A catadora Ana Freires relata o impacto direto na produção e na renda:
“Aumentou a produção e melhorou muito nossa renda. Com caminhão e equipamentos, não perdemos mais material.”
Transformação estrutural
Ao integrar tecnologia, mecanização, gestão produtiva e valorização social, o Coopera+ materializa os objetivos da Nova Indústria Brasil ao posicionar a reciclagem como um elo estratégico do desenvolvimento industrial sustentável. Mais do que modernizar galpões, o programa estrutura processos, eleva o padrão operacional das cooperativas, amplia a geração de renda e consolida um modelo de inclusão produtiva baseado em eficiência, escala e agregação de valor.

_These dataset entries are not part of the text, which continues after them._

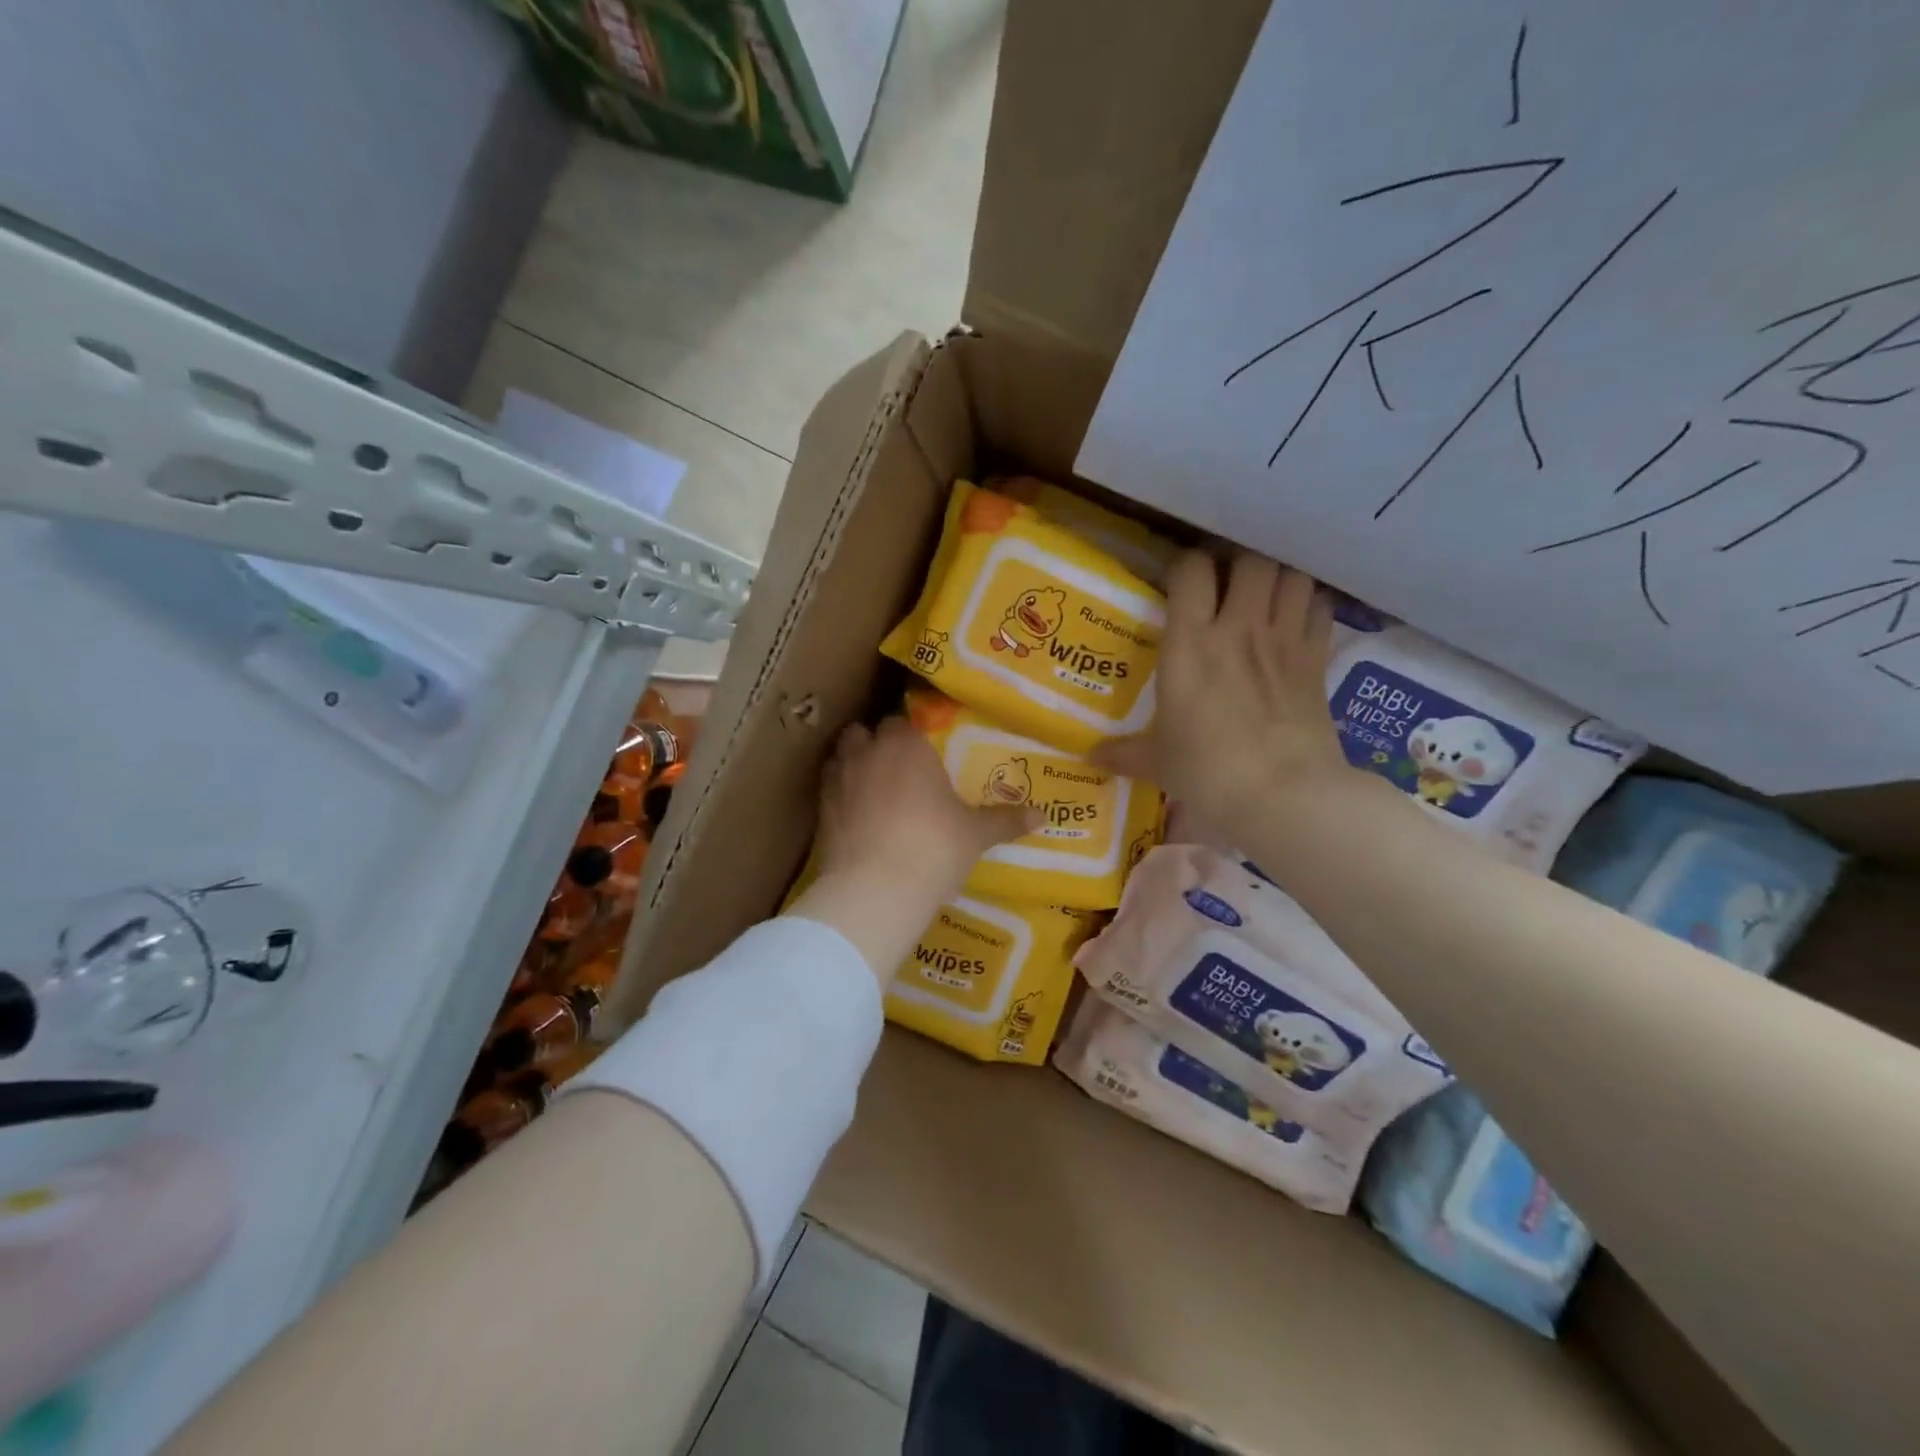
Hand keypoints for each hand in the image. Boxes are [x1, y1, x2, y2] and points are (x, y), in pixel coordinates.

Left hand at [794, 718, 1037, 984]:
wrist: (874, 889)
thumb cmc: (933, 848)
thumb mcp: (974, 835)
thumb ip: (1004, 820)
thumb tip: (1043, 816)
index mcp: (907, 745)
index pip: (903, 721)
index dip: (912, 735)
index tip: (924, 752)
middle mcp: (869, 752)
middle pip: (866, 731)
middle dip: (878, 744)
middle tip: (899, 769)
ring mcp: (838, 779)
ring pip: (842, 756)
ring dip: (854, 764)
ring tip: (873, 789)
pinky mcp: (820, 809)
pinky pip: (829, 789)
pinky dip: (841, 795)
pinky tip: (857, 817)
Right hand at [1098, 551, 1351, 839]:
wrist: (1284, 795)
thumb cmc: (1209, 772)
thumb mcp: (1158, 762)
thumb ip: (1124, 753)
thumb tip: (1089, 757)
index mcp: (1190, 644)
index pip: (1191, 570)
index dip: (1185, 567)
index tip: (1178, 584)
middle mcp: (1238, 628)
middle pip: (1249, 560)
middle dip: (1237, 566)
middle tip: (1226, 587)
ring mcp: (1283, 640)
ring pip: (1291, 574)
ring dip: (1277, 579)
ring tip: (1264, 597)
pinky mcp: (1317, 659)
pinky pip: (1321, 606)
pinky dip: (1309, 604)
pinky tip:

Com vocação para se tornar referência nacional, a iniciativa promove a modernização das estruturas de trabalho e a qualificação da produção. No Distrito Federal, são fornecidos caminhões, empilhadeiras, esteiras e equipamentos que mecanizam todas as etapas da triagem, além de capacitação técnica voltada à gestão e à produtividade. Na região Norte, o Coopera+ impulsiona cadeias agroindustriais sustentáveis — como as do açaí, em Feijó (AC), e do café, nas regiões do Vale do Juruá e do Baixo Acre (AC) — ampliando competitividade, organização produtiva e acesso a mercado.